__Task goal__:
Determine the number of lines in the listing that contain "roads". Write only that number.

__Records shown__:
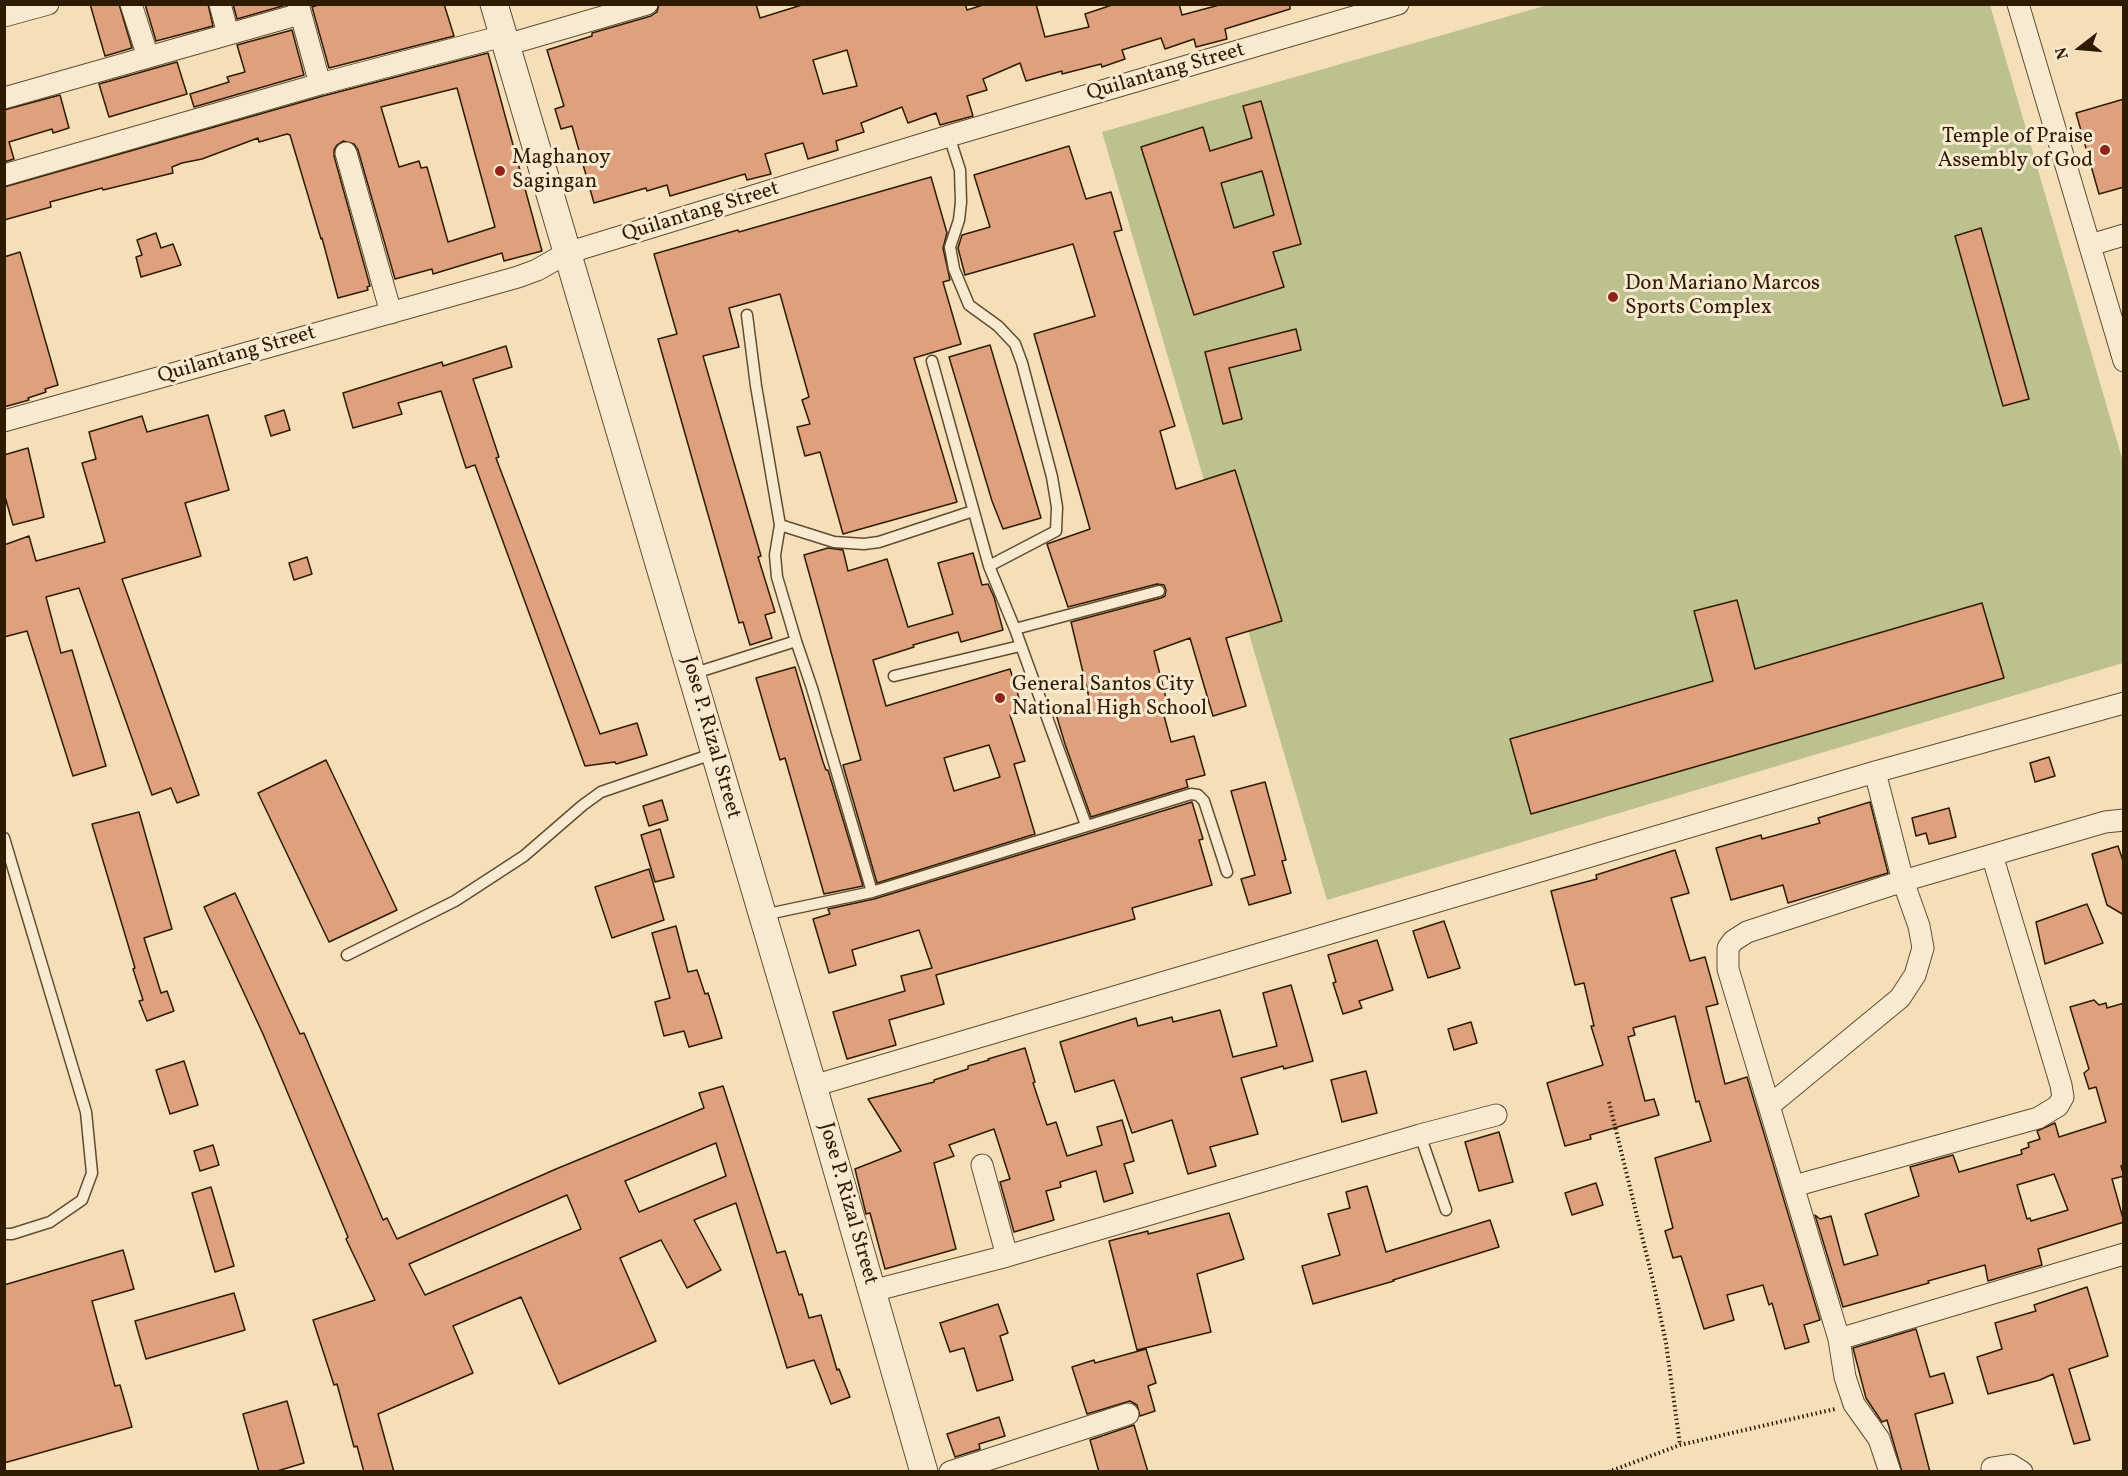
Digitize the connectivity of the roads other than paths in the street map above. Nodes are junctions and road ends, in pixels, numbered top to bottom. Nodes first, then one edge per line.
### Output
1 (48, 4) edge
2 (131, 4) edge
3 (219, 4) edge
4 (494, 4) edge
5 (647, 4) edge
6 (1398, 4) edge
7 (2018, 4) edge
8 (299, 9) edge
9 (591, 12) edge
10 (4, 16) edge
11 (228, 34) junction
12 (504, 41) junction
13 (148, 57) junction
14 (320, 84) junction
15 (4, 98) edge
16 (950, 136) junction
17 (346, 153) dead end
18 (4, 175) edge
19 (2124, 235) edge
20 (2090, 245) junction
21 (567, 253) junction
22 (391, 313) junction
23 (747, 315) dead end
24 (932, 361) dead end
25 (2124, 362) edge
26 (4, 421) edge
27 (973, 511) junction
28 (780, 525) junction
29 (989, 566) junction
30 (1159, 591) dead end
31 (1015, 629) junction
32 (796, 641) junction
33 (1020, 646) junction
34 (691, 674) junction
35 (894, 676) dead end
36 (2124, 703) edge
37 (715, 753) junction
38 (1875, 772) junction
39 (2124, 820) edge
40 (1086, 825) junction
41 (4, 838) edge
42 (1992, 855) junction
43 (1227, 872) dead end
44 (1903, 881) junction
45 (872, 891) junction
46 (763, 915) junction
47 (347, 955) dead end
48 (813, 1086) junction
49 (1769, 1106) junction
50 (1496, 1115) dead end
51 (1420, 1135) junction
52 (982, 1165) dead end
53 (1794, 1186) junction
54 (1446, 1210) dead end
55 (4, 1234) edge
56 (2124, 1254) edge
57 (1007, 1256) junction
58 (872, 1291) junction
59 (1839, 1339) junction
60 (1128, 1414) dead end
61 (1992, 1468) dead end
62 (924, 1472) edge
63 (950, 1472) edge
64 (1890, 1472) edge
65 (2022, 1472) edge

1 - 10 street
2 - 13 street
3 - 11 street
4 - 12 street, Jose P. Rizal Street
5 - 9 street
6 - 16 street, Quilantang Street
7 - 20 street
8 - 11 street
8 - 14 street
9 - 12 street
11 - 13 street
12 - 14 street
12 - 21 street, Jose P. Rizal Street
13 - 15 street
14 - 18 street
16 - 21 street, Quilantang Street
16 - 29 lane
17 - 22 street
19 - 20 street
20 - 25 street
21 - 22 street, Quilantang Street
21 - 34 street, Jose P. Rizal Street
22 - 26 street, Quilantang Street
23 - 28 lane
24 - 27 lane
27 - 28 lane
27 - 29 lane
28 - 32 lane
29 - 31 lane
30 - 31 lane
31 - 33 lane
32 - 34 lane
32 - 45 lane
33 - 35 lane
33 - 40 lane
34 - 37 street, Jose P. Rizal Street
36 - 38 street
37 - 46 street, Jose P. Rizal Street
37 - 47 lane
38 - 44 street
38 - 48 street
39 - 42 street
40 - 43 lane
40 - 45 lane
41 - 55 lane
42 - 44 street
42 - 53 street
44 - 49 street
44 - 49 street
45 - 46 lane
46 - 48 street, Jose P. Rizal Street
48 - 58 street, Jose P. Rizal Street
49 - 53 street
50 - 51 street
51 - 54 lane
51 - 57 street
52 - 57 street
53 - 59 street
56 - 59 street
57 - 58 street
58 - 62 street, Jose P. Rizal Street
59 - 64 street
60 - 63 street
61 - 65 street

--

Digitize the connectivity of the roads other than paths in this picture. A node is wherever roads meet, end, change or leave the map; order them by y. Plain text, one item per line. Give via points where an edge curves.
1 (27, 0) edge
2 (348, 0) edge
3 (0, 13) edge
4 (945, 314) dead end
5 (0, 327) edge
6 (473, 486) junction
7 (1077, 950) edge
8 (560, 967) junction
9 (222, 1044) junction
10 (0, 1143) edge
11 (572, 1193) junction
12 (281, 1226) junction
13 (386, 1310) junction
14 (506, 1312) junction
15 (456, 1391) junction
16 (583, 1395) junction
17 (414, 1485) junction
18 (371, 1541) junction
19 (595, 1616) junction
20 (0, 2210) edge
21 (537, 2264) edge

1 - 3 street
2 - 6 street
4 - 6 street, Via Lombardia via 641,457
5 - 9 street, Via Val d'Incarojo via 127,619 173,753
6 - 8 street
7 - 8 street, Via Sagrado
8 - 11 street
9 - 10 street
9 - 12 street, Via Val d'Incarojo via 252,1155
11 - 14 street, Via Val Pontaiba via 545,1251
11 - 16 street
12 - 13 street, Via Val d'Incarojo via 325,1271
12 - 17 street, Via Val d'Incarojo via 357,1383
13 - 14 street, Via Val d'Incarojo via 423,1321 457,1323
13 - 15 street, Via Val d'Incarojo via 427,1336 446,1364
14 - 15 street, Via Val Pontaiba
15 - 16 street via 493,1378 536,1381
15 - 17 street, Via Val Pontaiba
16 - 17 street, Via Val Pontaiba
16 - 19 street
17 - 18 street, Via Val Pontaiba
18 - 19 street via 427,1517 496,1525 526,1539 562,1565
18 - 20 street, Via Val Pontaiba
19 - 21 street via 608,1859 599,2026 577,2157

__Solution below__:
2